A large-scale campaign is targeting developers on GitHub with fake Visual Studio Code (VS Code) security alerts posted in the Discussions section of various projects, to trick users into downloading malware.

The spammy posts are crafted as vulnerability advisories and use realistic titles like “Severe Vulnerability - Immediate Update Required,” often including fake CVE IDs and urgent language.

In many cases, the threat actor impersonates real code maintainers or researchers for a false sense of legitimacy.

Application security company Socket says that the activity appears to be part of a well-organized, large-scale operation rather than a narrow-targeted, opportunistic attack.

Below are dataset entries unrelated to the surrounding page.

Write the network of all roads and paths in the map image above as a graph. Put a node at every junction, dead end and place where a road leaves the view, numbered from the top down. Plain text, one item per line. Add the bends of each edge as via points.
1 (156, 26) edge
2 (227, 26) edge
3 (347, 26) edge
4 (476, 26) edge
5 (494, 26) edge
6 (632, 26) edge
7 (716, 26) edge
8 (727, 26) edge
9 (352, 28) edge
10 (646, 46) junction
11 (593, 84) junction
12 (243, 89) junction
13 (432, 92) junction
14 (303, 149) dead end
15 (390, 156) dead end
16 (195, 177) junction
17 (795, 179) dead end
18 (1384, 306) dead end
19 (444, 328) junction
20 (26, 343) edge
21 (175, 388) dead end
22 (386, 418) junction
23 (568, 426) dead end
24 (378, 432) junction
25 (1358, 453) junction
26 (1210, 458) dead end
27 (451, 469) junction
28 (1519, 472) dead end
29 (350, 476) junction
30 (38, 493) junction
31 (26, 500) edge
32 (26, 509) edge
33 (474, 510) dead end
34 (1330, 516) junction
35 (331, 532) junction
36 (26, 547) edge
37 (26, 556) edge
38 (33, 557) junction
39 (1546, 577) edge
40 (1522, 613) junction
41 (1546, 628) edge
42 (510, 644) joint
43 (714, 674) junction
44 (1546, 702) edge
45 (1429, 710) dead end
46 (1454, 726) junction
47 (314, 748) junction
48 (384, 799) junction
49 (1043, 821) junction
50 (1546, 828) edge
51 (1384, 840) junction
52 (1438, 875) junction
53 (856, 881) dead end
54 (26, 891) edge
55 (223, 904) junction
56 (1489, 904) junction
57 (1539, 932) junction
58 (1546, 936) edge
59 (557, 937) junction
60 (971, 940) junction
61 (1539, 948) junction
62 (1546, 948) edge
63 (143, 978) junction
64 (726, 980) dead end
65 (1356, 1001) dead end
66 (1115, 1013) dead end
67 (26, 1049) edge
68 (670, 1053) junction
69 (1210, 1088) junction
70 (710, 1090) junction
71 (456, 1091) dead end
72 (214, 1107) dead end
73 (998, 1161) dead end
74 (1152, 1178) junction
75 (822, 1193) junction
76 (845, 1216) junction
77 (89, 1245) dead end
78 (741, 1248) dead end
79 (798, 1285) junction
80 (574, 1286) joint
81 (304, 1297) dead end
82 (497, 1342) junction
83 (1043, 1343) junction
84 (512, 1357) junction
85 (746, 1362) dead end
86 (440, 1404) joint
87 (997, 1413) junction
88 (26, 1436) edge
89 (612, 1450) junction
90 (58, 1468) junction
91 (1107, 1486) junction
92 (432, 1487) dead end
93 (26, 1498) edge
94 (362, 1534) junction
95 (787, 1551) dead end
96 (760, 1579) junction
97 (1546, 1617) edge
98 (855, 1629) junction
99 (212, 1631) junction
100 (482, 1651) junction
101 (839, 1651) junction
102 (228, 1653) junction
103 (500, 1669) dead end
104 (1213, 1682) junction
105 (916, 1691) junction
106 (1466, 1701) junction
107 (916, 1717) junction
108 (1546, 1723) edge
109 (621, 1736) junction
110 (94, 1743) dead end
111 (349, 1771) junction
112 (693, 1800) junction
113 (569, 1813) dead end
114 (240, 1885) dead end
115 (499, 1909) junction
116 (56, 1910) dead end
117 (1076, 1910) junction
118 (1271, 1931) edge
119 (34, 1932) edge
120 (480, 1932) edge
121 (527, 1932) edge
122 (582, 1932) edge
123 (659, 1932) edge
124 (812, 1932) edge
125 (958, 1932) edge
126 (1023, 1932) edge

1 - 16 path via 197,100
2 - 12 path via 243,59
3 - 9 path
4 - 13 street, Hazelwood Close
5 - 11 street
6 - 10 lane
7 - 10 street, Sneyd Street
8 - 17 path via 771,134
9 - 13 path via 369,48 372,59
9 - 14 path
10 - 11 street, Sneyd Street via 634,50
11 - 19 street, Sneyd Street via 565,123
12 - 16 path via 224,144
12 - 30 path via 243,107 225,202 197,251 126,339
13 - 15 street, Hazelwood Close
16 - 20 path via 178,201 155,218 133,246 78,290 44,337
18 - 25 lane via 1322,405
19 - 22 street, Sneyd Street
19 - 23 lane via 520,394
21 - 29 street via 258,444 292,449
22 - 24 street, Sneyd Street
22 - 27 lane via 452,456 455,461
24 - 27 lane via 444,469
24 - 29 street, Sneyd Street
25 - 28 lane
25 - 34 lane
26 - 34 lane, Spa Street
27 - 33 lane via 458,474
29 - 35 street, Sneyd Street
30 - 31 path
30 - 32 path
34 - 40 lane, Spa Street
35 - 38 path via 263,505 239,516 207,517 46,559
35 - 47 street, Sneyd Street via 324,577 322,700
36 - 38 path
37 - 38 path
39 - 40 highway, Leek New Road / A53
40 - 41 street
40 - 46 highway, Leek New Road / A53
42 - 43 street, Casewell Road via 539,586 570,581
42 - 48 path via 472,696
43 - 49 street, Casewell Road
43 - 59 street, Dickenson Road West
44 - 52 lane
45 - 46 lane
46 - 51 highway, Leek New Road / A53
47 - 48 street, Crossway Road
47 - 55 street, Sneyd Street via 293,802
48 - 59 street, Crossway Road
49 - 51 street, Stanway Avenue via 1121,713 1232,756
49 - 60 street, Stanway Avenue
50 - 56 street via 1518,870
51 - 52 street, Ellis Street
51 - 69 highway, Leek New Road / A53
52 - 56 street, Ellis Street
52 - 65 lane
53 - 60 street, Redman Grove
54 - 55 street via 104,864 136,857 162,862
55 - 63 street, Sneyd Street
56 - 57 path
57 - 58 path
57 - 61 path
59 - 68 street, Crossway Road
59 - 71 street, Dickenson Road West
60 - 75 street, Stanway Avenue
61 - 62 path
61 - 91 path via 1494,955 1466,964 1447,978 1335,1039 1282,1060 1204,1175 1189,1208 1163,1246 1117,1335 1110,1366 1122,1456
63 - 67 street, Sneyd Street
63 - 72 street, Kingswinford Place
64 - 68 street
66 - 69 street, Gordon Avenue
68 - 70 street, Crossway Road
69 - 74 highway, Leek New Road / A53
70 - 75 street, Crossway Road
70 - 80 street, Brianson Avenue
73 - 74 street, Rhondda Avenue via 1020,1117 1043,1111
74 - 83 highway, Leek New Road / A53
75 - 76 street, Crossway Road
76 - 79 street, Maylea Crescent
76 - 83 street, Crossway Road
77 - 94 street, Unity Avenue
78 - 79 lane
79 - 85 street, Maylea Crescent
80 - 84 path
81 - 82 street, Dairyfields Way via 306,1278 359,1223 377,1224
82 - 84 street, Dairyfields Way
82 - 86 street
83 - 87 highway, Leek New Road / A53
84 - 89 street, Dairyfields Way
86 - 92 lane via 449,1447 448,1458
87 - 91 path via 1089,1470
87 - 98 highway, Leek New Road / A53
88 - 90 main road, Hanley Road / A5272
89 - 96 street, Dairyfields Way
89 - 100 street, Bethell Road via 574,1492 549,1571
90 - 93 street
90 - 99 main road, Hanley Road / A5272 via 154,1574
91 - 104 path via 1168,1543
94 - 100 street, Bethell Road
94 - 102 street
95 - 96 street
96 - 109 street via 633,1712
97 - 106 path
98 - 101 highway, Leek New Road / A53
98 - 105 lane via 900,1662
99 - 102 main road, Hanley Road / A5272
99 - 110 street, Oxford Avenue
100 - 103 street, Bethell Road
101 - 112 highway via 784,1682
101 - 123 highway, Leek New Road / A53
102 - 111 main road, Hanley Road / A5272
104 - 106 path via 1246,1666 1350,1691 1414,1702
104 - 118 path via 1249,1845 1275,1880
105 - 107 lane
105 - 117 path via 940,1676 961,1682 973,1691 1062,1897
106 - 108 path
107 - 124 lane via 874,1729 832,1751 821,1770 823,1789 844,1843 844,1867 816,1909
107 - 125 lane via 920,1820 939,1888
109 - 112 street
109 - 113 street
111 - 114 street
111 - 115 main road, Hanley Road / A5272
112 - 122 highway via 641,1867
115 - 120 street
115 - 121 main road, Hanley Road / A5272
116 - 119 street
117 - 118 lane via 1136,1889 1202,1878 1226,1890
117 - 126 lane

The discussions are posted in an automated way from newly created or low-activity accounts across thousands of repositories within a few minutes, and trigger email notifications to a large number of tagged users and followers.

Fake security alerts on GitHub Discussions

Source: Socket

“Early searches show thousands of nearly identical posts across repositories, indicating this is not an isolated incident but a coordinated spam campaign,” Socket researchers say in a report this week.

“Because GitHub Discussions trigger email notifications for participants and watchers, these posts are also delivered directly to developers’ inboxes.”

The posts include links to supposedly patched versions of the impacted VS Code extensions, hosted on external services such as Google Drive.